What you need to do:
In the answer, each line must appear exactly as in the records, and no picture may appear.
##############################
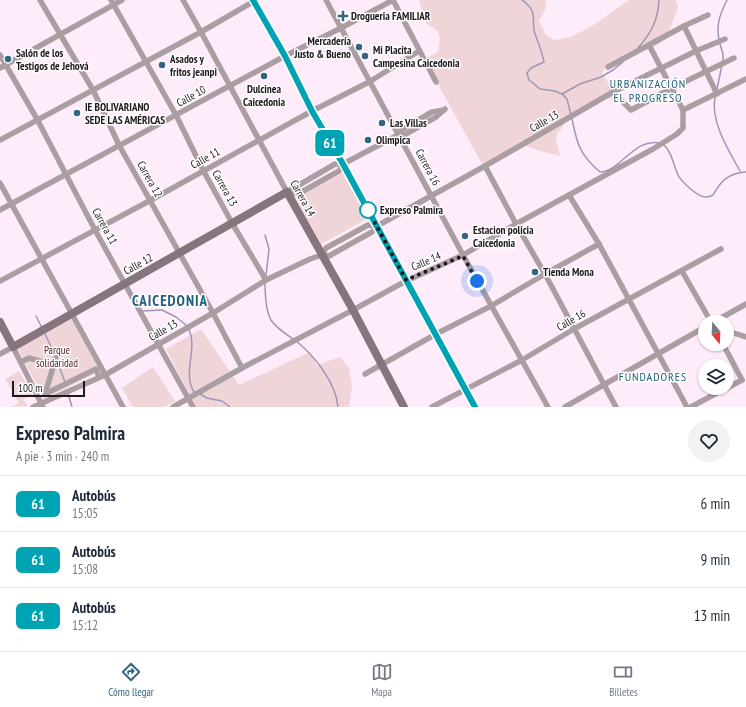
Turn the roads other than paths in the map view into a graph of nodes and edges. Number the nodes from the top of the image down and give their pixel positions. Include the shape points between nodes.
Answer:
1 (40, 0) edge
2 (122, 0) edge
3 (183, 0) edge
4 (254, 0) edge
5 (326, 0) edge
6 (393, 0) edge
7 (112, 2) edge
8 (708, 15) dead end
9 (684, 26) junction
10 (341, 28) junction
11 (201, 32) junction
12 (60, 35) junction
13 (725, 38) dead end
14 (649, 45) junction
15 (419, 50) junction
16 (696, 51) junction
17 (0, 55) edge
18 (285, 56) junction
19 (734, 58) dead end
20 (146, 61) junction
21 (3, 66) edge
22 (608, 67) dead end
23 (662, 69) junction
24 (706, 71) junction
25 (746, 79) edge
26 (369, 82) junction
27 (436, 82) dead end
28 (229, 86) junction
29 (672, 88) junction
30 (93, 90) junction
31 (613, 92) junction
32 (717, 94) junction
33 (683, 110) junction
34 (312, 111) junction
35 (176, 116) junction
36 (37, 119) junction
37 (398, 135) junction
38 (0, 140) edge
39 (259, 140) junction
40 (119, 145) junction
41 (343, 164) junction
42 (485, 166) junction
43 (203, 170) junction
44 (66, 174) junction
45 (0, 183) edge
46 (287, 192) junction
47 (431, 195) junction
48 (569, 195) junction
49 (151, 200) junction
50 (11, 204) junction
51 (0, 210) edge
52 (232, 223) junction
53 (516, 224) junction
54 (377, 226) junction
55 (95, 230) junction
56 (599, 244) junction
57 (721, 249) dead end
58 (180, 253) junction
59 (322, 255) junction
60 (463, 256) junction
61 (41, 259) junction
62 (682, 270) junction
63 (545, 274) junction
64 (0, 280) edge
65 (266, 280) junction
66 (406, 280) junction
67 (125, 284) junction
68 (629, 299) junction
69 (746, 304) edge
70 (491, 306) junction
71 (353, 310) junction
72 (213, 313) junction
73 (72, 314) junction
74 (707, 315) edge
75 (726, 315) edge
76 (0, 322) edge
77 (574, 329) junction
78 (698, 332) edge
79 (734, 333) edge
80 (436, 334) junction
81 (746, 336) edge
82 (159, 344) junction
83 (13, 347) junction
84 (727, 351) edge
85 (0, 354) edge
86 (57, 354) dead end
87 (658, 354) junction
88 (522, 360) junction
89 (21, 362) junction
90 (382, 364) junction
91 (54, 365) junction
92 (242, 368) junction
93 (105, 374) junction
94 (365, 374) dead end
95 (99, 377) junction
96 (744, 380) edge
97 (604, 384) junction
98 (734, 385) edge
99 (465, 389) junction
100 (714, 395) edge
101 (188, 398) junction
102 (42, 405) edge
103 (33, 407) edge
104 (123, 407) edge
105 (173, 407) edge
106 (193, 407) edge
107 (404, 407) edge
108 (432, 407) edge
109 (475, 407) edge
110 (548, 407) edge
111 (565, 407) edge
112 (616, 407) edge
113 (687, 407) edge
114 (691, 407) edge

1 - 12 street, Carrera 12
2 - 7 street
3 - 11 street, Carrera 14
4 - 11 street
4 - 18 street
5 - 10 street, Carrera 16
6 - 10 street, Calle 10
6 - 15 street
7 - 12 street
7 - 20 street, Carrera 13
8 - 9 street
9 - 14 street
9 - 16 street
10 - 18 street, Calle 10
10 - 26 street, Carrera 16
11 - 20 street
11 - 28 street, Carrera 14
12 - 21 street
12 - 30 street, Carrera 12
13 - 16 street, Calle 13
14 - 22 street
14 - 23 street
15 - 26 street, Calle 11
15 - 27 street
16 - 23 street, Calle 13
16 - 24 street
17 - 21 street, Carrera 11
18 - 28 street, Calle 10
18 - 34 street
19 - 24 street
20 - 30 street
20 - 35 street, Carrera 13
21 - 36 street, Carrera 11
23 - 29 street
23 - 31 street, Calle 13
24 - 29 street
24 - 32 street
25 - 32 street
26 - 34 street, Calle 11
26 - 37 street, Carrera 16
28 - 35 street, Calle 10
28 - 39 street, Carrera 14
29 - 31 street via 631,110
29 - 33 street
30 - 36 street
30 - 40 street, Carrera 12
31 - 42 street, Calle 13
32 - 33 street
33 - 48 street, Calle 14 via 683,128 677,134
34 - 39 street, Calle 11
34 - 41 street
35 - 40 street, Calle 10
35 - 43 street, Carrera 13
36 - 38 street
36 - 44 street, Carrera 11
37 - 37 street, Calle 12 via 404,135 445,109 432,112 401,130
37 - 41 street, Calle 12
37 - 47 street, Carrera 16
39 - 43 street, Calle 11
39 - 46 street, Carrera 14
40 - 44 street, Calle 10
40 - 49 street, Carrera 12
41 - 46 street, Calle 12 via 335,164
41 - 46 street, Calle 12 via 339,171 298,194
41 - 54 street
42 - 47 street, Calle 13
42 - 53 street
43 - 49 street, Calle 11
43 - 52 street, Carrera 13
44 - 50 street, Calle 10
44 - 55 street, Carrera 11
45 - 50 street
46 - 52 main road, Calle 12
46 - 59 main road, Carrera 14
47 - 54 street, Calle 13
47 - 60 street, Carrera 16
48 - 53 street, Calle 14
48 - 56 street
49 - 55 street, Calle 11
49 - 58 street, Carrera 12
50 - 51 street, Calle 10
50 - 61 street
52 - 58 main road, Calle 12
52 - 65 street, Carrera 13
53 - 60 street, Calle 14
53 - 63 street
54 - 59 street, Calle 13 via 372,232 329,256
54 - 66 street
55 - 61 street, Calle 11
55 - 67 street, Carrera 11
56 - 63 street
56 - 68 street
57 - 62 street, Calle 16
58 - 67 main road, Calle 12
58 - 72 street, Carrera 12
59 - 65 street, Calle 13
59 - 71 main road, Carrera 14
60 - 66 street, Calle 14
60 - 70 street, Carrera 16
61 - 64 street, Calle 11
61 - 73 street
62 - 68 street, Calle 16
62 - 74 street
63 - 70 street
63 - 77 street
65 - 72 street, Calle 13
66 - 71 street, Calle 14
66 - 80 street
67 - 73 main road, Calle 12
67 - 82 street, Carrera 11
68 - 77 street, Calle 16
68 - 87 street
69 - 75 street
70 - 80 street
70 - 88 street, Carrera 16
71 - 90 main road, Carrera 14
71 - 92 street, Calle 14
72 - 82 street, Calle 13
72 - 92 street, Carrera 12
73 - 83 main road, Calle 12
73 - 93 street
76 - 83 main road
77 - 88 street, Calle 16
77 - 97 street
78 - 87 street
79 - 81 street
80 - 90 street
80 - 99 street
82 - 93 street, Calle 13
82 - 101 street, Carrera 11
83 - 85 street, Calle 12
83 - 89 street
84 - 96 street
86 - 91 street
87 - 97 street
87 - 113 street
88 - 99 street, Calle 16
88 - 110 street, Carrera 16
89 - 91 street via 29,358
89 - 102 street
90 - 94 street
90 - 107 main road, Carrera 14
91 - 95 street via 45,394 96,369
92 - 101 street, Calle 14
93 - 95 street, Calle 13
93 - 104 street
95 - 102 street, Calle 13
96 - 98 street
97 - 111 street
97 - 112 street
99 - 108 street, Calle 16
99 - 109 street
100 - 114 street
101 - 105 street, Calle 14
101 - 106 street, Carrera 11
102 - 103 street, Calle 13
##############################
Result of this exercise:
Turn the roads other than paths in the map view into a graph of nodes and edges. Number the nodes from the top of the image down and give their pixel positions. Include the shape points between nodes.
Answer:
1 (40, 0) edge
2 (122, 0) edge
3 (183, 0) edge
4 (254, 0) edge
5 (326, 0) edge
6 (393, 0) edge
7 (112, 2) edge
8 (708, 15) dead end
9 (684, 26) junction
10 (341, 28) junction
11 (201, 32) junction
12 (60, 35) junction
13 (725, 38) dead end
14 (649, 45) junction
15 (419, 50) junction
16 (696, 51) junction
17 (0, 55) edge
18 (285, 56) junction
19 (734, 58) dead end
20 (146, 61) junction
21 (3, 66) edge
22 (608, 67) dead end
23 (662, 69) junction
24 (706, 71) junction
25 (746, 79) edge
26 (369, 82) junction
27 (436, 82) dead end
28 (229, 86) junction
29 (672, 88) junction
30 (93, 90) junction
31 (613, 92) junction
32 (717, 94) junction
33 (683, 110) junction
34 (312, 111) junction
35 (176, 116) junction
36 (37, 119) junction
37 (398, 135) junction
38 (0, 140) edge
39 (259, 140) junction
40 (119, 145) junction
41 (343, 164) junction
42 (485, 166) junction
43 (203, 170) junction
44 (66, 174) junction
45 (0, 183) edge
46 (287, 192) junction
47 (431, 195) junction
48 (569, 195) junction
49 (151, 200) junction
50 (11, 204) junction
51 (0, 210) edge
52 (232, 223) junction
53 (516, 224) junction
54 (377, 226) junction
55 (95, 230) junction
56 (599, 244) junction
57 (721, 249) dead end
58 (180, 253) junction
59 (322, 255) junction
60 (463, 256) junction
61 (41, 259) junction
62 (682, 270) junction
63 (545, 274) junction
64 (0, 280) edge
65 (266, 280) junction
66 (406, 280) junction
67 (125, 284) junction
68 (629, 299) junction
69 (746, 304) edge
70 (491, 306) junction
71 (353, 310) junction
72 (213, 313) junction
73 (72, 314) junction
74 (707, 315) edge
75 (726, 315) edge
76 (0, 322) edge
77 (574, 329) junction
78 (698, 332) edge
79 (734, 333) edge
80 (436, 334) junction
81 (746, 336) edge
82 (159, 344) junction
83 (13, 347) junction
84 (727, 351) edge
85 (0, 354) edge
86 (57, 354) dead end
87 (658, 354) junction
88 (522, 360) junction
89 (21, 362) junction
90 (382, 364) junction
91 (54, 365) junction
92 (242, 368) junction
93 (105, 374) junction
94 (365, 374) dead end
95 (99, 377) junction
96 (744, 380) edge
97 (604, 384) junction
98 (734, 385) edge
99 (465, 389) junction
100 (714, 395) edge
101 (188, 398) junction
102 (42, 405) edge
103 (33, 407) edge
104 (123, 407) edge
105 (173, 407) edge
106 (193, 407) edge
107 (404, 407) edge
108 (432, 407) edge
109 (475, 407) edge
110 (548, 407) edge
111 (565, 407) edge
112 (616, 407) edge
113 (687, 407) edge
114 (691, 407) edge

1 - 12 street, Carrera 12
2 - 7 street
3 - 11 street, Carrera 14
4 - 11 street
4 - 18 street
5 - 10 street, Carrera 16
6 - 10 street, Calle 10
6 - 15 street
7 - 12 street
7 - 20 street, Carrera 13
8 - 9 street
9 - 14 street
9 - 16 street
10 - 18 street, Calle 10
10 - 26 street, Carrera 16
11 - 20 street
11 - 28 street, Carrera 14
12 - 21 street
12 - 30 street, Carrera 12
13 - 16 street, Calle 13
14 - 22 street
14 - 23 street
15 - 26 street, Calle 11
15 - 27 street
16 - 23 street, Calle 13
16 - 24 street
17 - 21 street, Carrera 11
18 - 28 street, Calle 10
18 - 34 street
19 - 24 street
20 - 30 street
20 - 35 street, Carrera 13
21 - 36 street, Carrera 11
23 - 29 street
23 - 31 street, Calle 13
24 - 29 street
24 - 32 street
25 - 32 street
26 - 34 street, Calle 11
26 - 37 street, Carrera 16
28 - 35 street, Calle 10
28 - 39 street, Carrera 14
29 - 31 street via 631,110
29 - 33 street
30 - 36 street
30 - 40 street, Carrera 12
31 - 42 street, Calle 13
32 - 33 street
33 - 48 street, Calle 14 via 683,128 677,134
34 - 39 street, Calle 11
34 - 41 street
35 - 40 street, Calle 10
35 - 43 street, Carrera 13
36 - 38 street
36 - 44 street, Carrera 11
37 - 37 street, Calle 12 via 404,135 445,109 432,112 401,130
37 - 41 street, Calle 12
37 - 47 street, Carrera 16
39 - 43 street, Calle 11
39 - 46 street, Carrera 14
40 - 44 street, Calle 10
40 - 49 street, Carrera 12
41 - 46 street, Calle 12 via 335,164
41 - 46 street, Calle 12 via 339,171 298,194
41 - 54 street
42 - 47 street, Calle 13
42 - 53 street
43 - 49 street, Calle 11
43 - 52 street, Carrera 13
44 - 50 street, Calle 10
44 - 55 street, Carrera 11
45 - 50 street
46 - 52 main road, Calle 12
46 - 59 main road, Carrera 14
47 - 54 street, Calle 13
47 - 60 street, Carrera 16
48 - 53 street, Calle 14
48 - 56 street
49 - 55 street, Calle 11
49 - 58 street, Carrera 12
50 - 51 street, Calle 10
50 - 61 street
52 - 58 main road, Calle 12
52 - 65 street, Carrera 13
53 - 60 street, Calle 14
53 - 63 street
54 - 59 street, Calle 13 via 372,232 329,256
54 - 66 street
55 - 61 street, Calle 11
55 - 67 street, Carrera 11
56 - 63 street
56 - 68 street
57 - 62 street, Calle 16
58 - 67 main road, Calle 12
58 - 72 street, Carrera 12
59 - 65 street, Calle 13
59 - 71 main road, Carrera 14
60 - 66 street, Calle 14
60 - 70 street, Carrera 16
61 - 64 street, Calle 11
61 - 73 street
62 - 68 street, Calle 16
62 - 74 street
63 - 70 street
63 - 77 street
65 - 72 street, Calle 13
66 - 71 street, Calle 14
66 - 80 street
67 - 73 main road, Calle 12
67 - 82 street, Carrera 11
68 - 77 street, Calle 16
68 - 87 street
69 - 75 street
70 - 80 street
70 - 88 street, Carrera 16
71 - 90 main road, Carrera 14
71 - 92 street, Calle 14
72 - 82 street, Calle 13
72 - 92 street, Carrera 12
73 - 83 main road, Calle 12
73 - 93 street
76 - 83 main road
77 - 88 street, Calle 16
77 - 97 street
78 - 87 street
79 - 81 street
80 - 90 street
80 - 99 street
82 - 93 street, Calle 13
82 - 101 street, Carrera 11
83 - 85 street, Calle 12
83 - 89 street
84 - 96 street
86 - 91 street
87 - 97 street
87 - 113 street
88 - 99 street, Calle 16
88 - 110 street, Carrera 16
89 - 91 street via 29,358
89 - 102 street
90 - 94 street
90 - 107 main road, Carrera 14
91 - 95 street via 45,394 96,369
92 - 101 street, Calle 14
93 - 95 street, Calle 13
93 - 104 street
95 - 102 street, Calle 13
96 - 98 street
97 - 111 street
97 - 112 street
99 - 108 street, Calle 16
99 - 109 street
100 - 114 street
101 - 105 street, Calle 14
101 - 106 street, Carrera 11
102 - 103 street, Calle 13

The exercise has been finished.